把句子拆成空格间隔，英文也拆开，没有bpe分词（假设没有标点符号）

split_sentence_nobpe.py

import re
#import sentencepiece as spm
#sp = spm.SentencePieceProcessor()
#sp.load("/home/yelong/data/wenet/examples/aishell/s0/exp/aban-c009/bpe.model")

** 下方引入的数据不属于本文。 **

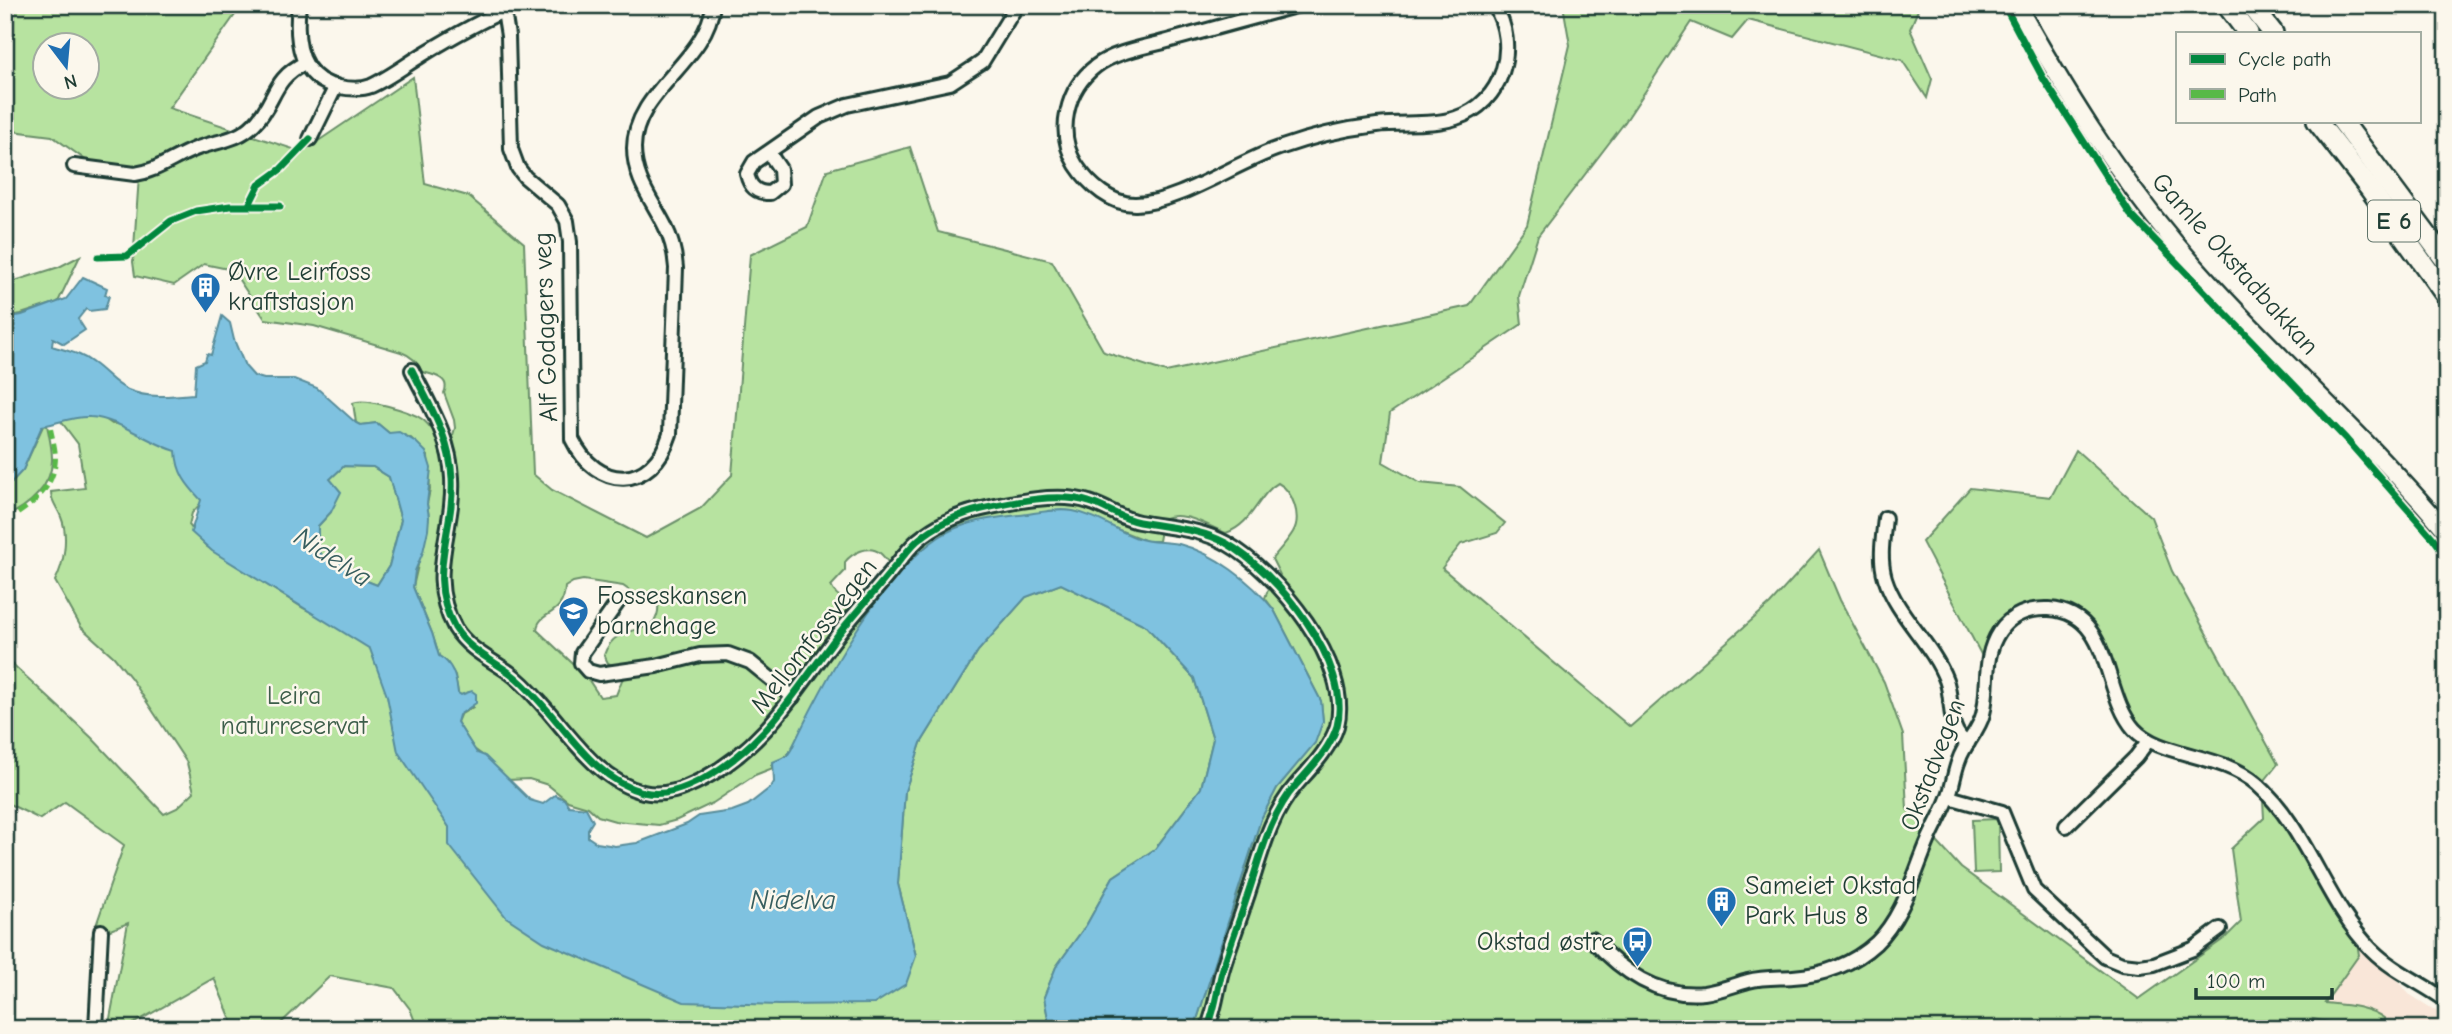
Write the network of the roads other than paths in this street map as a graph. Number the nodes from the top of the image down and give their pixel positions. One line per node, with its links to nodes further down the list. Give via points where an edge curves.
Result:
1 (299, 5): 13 (street, via 297,38)
2 (517, 5): 10 (street)
3 (713, 5): 10 (street, Alf Godagers veg, via 702,40 656,94 634,139 640,183 666,228 676,268 670,435 655,465 624,479 593,469 572,439 567,221 552,197 518,168 511,149 509,36)
4 (1017, 5): 18 (street, via 982,62 950,83 847,105 819,117)
5 (1299, 5): 6 (street, via 1142,48 1096,66 1075,90 1066,114 1068,149 1083,176 1105,195 1135,204 1174,195 1276,148 1316,137 1377,125 1458,118 1491,94 1504,69 1506,34)
6 (1494, 5)
7 (2017, 5): 24 (main road, Gamle Okstadbakkan, via 2101,145 2175,243)
8 (2227, 5): 11 (highway)
9 (2251, 5): 12 (highway)
10 (503, 11): 14 (street, via 371,86)
11 (2247, 32)
12 (2272, 32)
13 (305, 63): 14 (street, via 318,78); 19 (street, via 278,83 253,126 234,138 145,172)
14 (335, 86): 17 (street)
15 (2318, 122): 21 (highway, E 6)
16 (2343, 122): 20 (highway, E 6)
17 (310, 139)
18 (769, 153)
19 (74, 166)
20 (2447, 262)
21 (2447, 297)
22 (412, 370): 26 (street, Mellomfossvegen, via 451,458 451,507 440,570 452,621 471,647 531,691 594,762 642,792 680,790 742,754)
23 (1885, 518): 28 (street, via 1885,580 1945,678 1954,729)
24 (2447, 532)
25 (618, 602): 26 (street, Mellomfossvegen, via 582,653 581,663 593,674 729,654 750,662)
26 (793, 697): 36 (street, Mellomfossvegen, via 838,634 918,540 952,519 981,509 1064,497 1088,501 1135,522 1203,533 1247,558 1297,609 1316,638 1339,692 1337,726 1326,750 1284,799 1271,824)
27 (2148, 741): 28 (street, Okstadvegen, via 2132,727 2093,635 2066,612 2050,609 2021,613 2000,631 1987,662 1983,716); 30 (street); 34 (street, via 2217,761 2258,785 2283,814 2371,949)
28 (1968, 743): 29 (street, Okstadvegen, via 1959,758)
29 (1949, 797): 31 (street, via 2002,812 2034,890 2105,957 2122,964 2154,964 2193,949); 33 (street, Okstadvegen, via 1891,924 1876,942 1836,968 1762,978 1707,993 1674,992 1658,989 1618,965)
30 (2066, 826)
31 (2220, 929)
32 (101, 931): 35 (street)
33 (1592, 939)
34 (2447, 1001)
35 (96, 1029)
36 (1207, 1029)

def __tokenize_by_bpe_model(txt):
    tokens = []
    # CJK(China Japan Korea) unicode range is [U+4E00, U+9FFF], ref:
    # https://en.wikipedia.org/wiki/CJK_Unified_Ideographs_(Unicode_block)
    pattern = re.compile(r'([\u4e00-\u9fff])')
    # Example:
    #   txt   = "你好 ITS'S OKAY 的"
    #   chars = ["你", "好", " ITS'S OKAY ", "的"]
    chars = pattern.split(txt.upper())
    mix_chars = [w for w in chars if len(w.strip()) > 0]
    for ch_or_w in mix_chars:
        # ch_or_w is a single CJK charater(i.e., "你"), do nothing.
        #if pattern.fullmatch(ch_or_w) is not None:
        tokens.append(ch_or_w)
        # ch_or_w contains non-CJK charaters(i.e., " IT'S OKAY "),
        # encode ch_or_w using bpe_model.
        #else:
            #for p in sp.encode_as_pieces(ch_or_w):
            #    tokens.append(p)

    return tokens
# txt="你好▁LET'S▁GO你 好"
# print(" ".join(__tokenize_by_bpe_model(sp,txt)))
#src_file='data_4000_add_we/test_7g_train/text_space_eng_add_line'
#src_file='data_4000_add_we/test_7g_train/text_space_eng'
src_file='ngram_testset_char/text'
with open(src_file, "r", encoding="utf8") as fs:
    for line in fs:
        line = line.strip()
        print(" ".join(__tokenize_by_bpe_model(line)))
        #print(" ".join(__tokenize_by_bpe_model(sp,line)))